- YOUR INSTRUCTIONS: Every line below is to be set down again exactly; any image stays out.

§ §

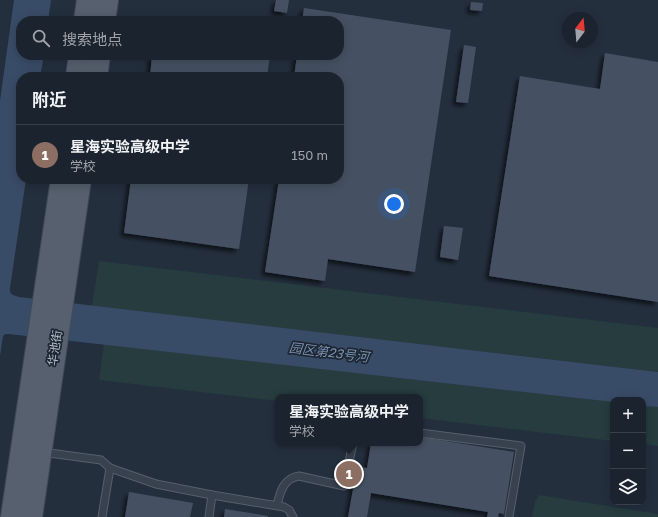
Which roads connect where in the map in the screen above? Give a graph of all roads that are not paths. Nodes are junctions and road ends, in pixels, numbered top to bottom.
1 (88, 0) edge
2 (107, 0) edge
3 (86, 16) edge
4 (105, 16) edge
5 (79, 60) edge
6 (98, 60) edge
7 (78, 72) edge
8 (97, 72) edge
9 (62, 184) edge
10 (79, 184) edge
11 (53, 298) junction
12 (47, 342) junction
13 (423, 433) edge
14 (352, 446) edge
15 (40, 452) junction
16 (110, 468) junction
17 (212, 495) junction
18 (277, 505) junction
19 (12, 517) edge
20 (31, 517) edge
21 (102, 517) edge
22 (209, 517) edge
23 (293, 517) edge
24 (508, 517) edge

1 - 3 main road
2 - 4 main road
5 - 7 main road
6 - 8 main road
9 - 11 main road, 华池街
10 - 11 main road, 华池街
11 - 12 main road, 华池街
12 - 15 main road, 华池街
12 - 19 main road, 华池街
13 - 24 lane
14 - 18 lane
15 - 16 lane
15 - 20 main road, 华池街
16 - 17 lane
16 - 21 lane
17 - 18 lane
17 - 22 lane
18 - 23 lane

§ §

- WRITTEN SOLUTION:
Which roads connect where in the map in the screen above? Give a graph of all roads that are not paths. Nodes are junctions and road ends, in pixels, numbered top to bottom.
1 (88, 0) edge
2 (107, 0) edge
3 (86, 16) edge
4 (105, 16) edge
5 (79, 60) edge
6 (98, 60) edge
7 (78, 72) edge
8 (97, 72) edge
9 (62, 184) edge
10 (79, 184) edge
11 (53, 298) junction
12 (47, 342) junction
13 (423, 433) edge
14 (352, 446) edge
15 (40, 452) junction
16 (110, 468) junction
17 (212, 495) junction
18 (277, 505) junction
19 (12, 517) edge
20 (31, 517) edge
21 (102, 517) edge
22 (209, 517) edge
23 (293, 517) edge
24 (508, 517) edge

1 - 3 main road
2 - 4 main road
5 - 7 main road
6 - 8 main road
9 - 11 main road, 华池街
10 - 11 main road, 华池街
11 - 12 main road, 华池街
12 - 15 main road, 华池街
12 - 19 main road, 华池街
13 - 24 lane
14 - 18 lane
15 - 16 lane
15 - 20 main road, 华池街
16 - 17 lane
16 - 21 lane
17 - 18 lane
17 - 22 lane
18 - 23 lane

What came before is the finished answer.